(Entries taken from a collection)
-- Opening Marker --

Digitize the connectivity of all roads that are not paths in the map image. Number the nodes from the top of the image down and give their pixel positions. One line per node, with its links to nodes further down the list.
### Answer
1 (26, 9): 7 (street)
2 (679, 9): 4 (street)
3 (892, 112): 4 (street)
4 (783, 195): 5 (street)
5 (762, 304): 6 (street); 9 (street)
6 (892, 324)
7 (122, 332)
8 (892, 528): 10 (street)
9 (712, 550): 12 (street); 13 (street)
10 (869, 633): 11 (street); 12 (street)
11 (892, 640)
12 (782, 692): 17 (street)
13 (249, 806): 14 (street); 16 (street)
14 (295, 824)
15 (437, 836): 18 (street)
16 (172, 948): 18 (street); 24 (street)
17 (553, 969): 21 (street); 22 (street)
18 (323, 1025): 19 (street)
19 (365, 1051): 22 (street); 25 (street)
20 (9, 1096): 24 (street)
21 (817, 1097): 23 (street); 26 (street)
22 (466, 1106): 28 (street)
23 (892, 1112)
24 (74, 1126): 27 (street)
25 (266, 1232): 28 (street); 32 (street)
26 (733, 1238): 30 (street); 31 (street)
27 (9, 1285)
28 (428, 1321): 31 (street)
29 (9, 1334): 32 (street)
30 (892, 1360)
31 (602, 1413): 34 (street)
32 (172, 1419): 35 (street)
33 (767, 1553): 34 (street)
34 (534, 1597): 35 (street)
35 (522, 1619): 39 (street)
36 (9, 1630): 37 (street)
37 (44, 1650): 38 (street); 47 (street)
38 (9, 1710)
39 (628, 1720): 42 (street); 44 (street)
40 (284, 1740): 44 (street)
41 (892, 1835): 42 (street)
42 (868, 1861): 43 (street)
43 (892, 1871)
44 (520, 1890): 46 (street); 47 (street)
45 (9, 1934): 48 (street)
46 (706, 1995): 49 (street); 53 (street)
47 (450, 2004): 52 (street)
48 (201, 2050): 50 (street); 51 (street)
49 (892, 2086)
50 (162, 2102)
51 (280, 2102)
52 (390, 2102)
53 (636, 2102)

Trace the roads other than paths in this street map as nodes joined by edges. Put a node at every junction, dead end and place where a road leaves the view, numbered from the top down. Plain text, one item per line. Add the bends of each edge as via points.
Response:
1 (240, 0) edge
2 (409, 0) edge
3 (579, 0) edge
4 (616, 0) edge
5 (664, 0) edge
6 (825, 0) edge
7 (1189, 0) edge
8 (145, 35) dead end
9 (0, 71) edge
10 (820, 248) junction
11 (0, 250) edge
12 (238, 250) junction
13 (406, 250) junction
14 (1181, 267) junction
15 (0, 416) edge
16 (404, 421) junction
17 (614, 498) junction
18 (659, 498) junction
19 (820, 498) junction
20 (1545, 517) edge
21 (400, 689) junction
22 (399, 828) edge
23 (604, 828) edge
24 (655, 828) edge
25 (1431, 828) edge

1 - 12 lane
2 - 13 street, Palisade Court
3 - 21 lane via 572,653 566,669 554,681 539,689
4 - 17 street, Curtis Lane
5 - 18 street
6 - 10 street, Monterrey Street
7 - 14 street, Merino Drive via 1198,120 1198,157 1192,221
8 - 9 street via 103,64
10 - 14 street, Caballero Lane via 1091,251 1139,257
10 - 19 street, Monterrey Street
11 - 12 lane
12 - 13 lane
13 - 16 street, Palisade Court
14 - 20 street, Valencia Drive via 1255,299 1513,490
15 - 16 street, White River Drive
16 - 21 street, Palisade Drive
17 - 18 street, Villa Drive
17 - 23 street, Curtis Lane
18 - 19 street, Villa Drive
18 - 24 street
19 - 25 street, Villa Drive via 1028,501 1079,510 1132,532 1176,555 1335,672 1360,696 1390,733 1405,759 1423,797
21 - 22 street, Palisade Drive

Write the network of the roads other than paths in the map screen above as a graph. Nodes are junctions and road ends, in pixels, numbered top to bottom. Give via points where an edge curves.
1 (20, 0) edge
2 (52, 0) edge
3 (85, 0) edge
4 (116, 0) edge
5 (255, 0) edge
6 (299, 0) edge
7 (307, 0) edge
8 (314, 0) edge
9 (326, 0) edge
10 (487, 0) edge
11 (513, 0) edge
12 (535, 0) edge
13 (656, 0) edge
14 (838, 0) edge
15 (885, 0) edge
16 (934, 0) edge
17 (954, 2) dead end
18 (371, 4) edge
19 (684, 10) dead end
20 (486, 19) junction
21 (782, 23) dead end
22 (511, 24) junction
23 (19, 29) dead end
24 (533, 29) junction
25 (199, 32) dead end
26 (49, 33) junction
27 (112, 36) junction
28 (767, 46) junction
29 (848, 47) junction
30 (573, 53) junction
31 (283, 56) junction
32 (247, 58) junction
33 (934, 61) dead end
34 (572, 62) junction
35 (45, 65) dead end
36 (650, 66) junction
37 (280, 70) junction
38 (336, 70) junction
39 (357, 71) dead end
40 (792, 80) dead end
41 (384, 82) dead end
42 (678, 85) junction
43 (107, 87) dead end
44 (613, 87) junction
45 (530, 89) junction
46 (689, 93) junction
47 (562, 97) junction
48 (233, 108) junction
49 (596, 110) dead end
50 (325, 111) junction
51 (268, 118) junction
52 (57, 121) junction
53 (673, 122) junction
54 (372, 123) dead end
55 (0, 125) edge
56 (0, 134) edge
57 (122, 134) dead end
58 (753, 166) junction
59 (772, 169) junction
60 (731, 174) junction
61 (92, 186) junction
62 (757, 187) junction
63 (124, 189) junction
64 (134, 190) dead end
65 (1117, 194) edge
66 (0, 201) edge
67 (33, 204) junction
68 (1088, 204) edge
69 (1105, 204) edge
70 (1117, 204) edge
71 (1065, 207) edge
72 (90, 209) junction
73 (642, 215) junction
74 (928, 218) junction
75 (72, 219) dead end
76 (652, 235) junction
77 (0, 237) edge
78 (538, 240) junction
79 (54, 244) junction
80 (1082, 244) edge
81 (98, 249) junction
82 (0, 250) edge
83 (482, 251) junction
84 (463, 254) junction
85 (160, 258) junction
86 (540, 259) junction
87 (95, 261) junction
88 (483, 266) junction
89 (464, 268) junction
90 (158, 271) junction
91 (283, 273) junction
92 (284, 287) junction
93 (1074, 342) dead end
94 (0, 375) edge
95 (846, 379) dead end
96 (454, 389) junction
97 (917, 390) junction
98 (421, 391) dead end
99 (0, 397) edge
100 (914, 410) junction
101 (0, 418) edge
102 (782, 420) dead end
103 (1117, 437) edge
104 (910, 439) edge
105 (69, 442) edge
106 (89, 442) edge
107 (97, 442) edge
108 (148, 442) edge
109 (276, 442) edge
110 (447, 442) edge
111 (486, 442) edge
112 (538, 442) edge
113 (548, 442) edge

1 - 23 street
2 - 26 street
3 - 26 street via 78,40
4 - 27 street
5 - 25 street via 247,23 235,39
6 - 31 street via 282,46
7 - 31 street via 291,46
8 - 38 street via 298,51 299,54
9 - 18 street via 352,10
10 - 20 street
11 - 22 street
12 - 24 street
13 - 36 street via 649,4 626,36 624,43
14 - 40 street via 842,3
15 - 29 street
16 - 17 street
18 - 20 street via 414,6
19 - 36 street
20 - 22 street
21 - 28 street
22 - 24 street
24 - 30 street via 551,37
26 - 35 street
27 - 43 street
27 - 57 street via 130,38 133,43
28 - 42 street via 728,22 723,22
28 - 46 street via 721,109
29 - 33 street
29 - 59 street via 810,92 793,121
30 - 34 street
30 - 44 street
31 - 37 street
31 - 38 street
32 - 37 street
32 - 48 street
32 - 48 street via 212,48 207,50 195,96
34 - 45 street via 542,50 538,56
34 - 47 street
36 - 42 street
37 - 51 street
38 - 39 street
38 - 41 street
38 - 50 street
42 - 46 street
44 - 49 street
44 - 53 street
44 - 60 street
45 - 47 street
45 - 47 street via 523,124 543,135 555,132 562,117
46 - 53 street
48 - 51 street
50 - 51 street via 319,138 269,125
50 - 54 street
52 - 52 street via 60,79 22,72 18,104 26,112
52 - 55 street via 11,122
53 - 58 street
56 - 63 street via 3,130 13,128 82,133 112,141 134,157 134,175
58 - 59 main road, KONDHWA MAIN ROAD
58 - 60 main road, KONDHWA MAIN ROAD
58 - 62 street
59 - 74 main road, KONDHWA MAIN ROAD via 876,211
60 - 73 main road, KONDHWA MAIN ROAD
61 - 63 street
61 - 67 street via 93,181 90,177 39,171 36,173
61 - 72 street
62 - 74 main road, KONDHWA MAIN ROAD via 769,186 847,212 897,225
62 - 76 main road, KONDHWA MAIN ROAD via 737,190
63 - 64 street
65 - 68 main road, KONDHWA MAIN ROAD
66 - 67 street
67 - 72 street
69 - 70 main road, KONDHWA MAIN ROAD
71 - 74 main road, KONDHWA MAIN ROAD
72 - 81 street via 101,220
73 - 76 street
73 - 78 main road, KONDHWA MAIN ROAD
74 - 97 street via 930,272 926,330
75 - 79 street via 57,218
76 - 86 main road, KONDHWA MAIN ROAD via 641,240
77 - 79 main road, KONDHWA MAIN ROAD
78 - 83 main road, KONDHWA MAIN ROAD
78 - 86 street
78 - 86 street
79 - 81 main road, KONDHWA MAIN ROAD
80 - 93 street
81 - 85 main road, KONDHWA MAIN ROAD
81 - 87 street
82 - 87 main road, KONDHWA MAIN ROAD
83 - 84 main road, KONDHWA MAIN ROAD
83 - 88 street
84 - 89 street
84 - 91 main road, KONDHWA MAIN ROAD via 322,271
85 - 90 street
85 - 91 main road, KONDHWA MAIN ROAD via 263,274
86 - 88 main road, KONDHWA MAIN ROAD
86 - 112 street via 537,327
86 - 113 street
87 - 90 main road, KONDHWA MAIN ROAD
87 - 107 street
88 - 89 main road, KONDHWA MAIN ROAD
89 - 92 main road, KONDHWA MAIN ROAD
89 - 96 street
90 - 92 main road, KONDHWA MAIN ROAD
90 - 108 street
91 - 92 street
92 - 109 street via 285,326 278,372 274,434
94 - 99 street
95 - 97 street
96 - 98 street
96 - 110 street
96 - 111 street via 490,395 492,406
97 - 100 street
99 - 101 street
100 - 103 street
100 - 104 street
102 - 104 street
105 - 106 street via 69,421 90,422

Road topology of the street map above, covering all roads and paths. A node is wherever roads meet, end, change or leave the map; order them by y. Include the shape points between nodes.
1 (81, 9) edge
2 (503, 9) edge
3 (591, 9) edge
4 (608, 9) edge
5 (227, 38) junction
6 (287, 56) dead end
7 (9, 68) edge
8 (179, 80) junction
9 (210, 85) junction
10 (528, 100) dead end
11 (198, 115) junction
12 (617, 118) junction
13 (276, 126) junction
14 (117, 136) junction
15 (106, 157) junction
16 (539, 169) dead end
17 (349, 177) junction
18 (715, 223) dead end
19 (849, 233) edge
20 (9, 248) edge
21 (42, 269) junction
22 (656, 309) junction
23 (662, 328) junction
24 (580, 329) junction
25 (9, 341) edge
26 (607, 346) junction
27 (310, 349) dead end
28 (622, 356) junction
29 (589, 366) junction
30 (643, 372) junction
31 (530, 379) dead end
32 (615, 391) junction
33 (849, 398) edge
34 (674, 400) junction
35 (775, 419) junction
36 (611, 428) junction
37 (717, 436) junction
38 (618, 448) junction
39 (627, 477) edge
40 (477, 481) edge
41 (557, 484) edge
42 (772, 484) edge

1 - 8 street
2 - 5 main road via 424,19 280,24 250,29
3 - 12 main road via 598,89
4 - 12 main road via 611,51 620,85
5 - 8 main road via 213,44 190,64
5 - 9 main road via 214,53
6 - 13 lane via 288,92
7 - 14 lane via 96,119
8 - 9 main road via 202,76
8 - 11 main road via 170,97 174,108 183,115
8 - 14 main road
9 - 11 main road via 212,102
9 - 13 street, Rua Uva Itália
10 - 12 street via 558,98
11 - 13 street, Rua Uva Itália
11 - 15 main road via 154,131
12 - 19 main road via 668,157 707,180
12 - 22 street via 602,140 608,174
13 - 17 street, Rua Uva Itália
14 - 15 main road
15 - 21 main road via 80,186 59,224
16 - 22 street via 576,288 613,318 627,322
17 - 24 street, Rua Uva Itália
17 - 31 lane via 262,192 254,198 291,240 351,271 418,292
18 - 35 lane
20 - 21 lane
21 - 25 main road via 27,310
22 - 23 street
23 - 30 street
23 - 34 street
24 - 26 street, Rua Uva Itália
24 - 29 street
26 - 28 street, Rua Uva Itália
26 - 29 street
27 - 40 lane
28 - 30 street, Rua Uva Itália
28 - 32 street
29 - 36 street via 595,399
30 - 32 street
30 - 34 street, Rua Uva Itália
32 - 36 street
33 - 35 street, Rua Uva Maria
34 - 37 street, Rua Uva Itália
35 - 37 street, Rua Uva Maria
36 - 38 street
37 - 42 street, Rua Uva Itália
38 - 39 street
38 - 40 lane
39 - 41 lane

-- Closing Marker --

Every line in the records above that contains the word "Curtis" should be copied out.

- [Solution to the exercise]:
4 - 17 street, Curtis Lane
17 - 23 street, Curtis Lane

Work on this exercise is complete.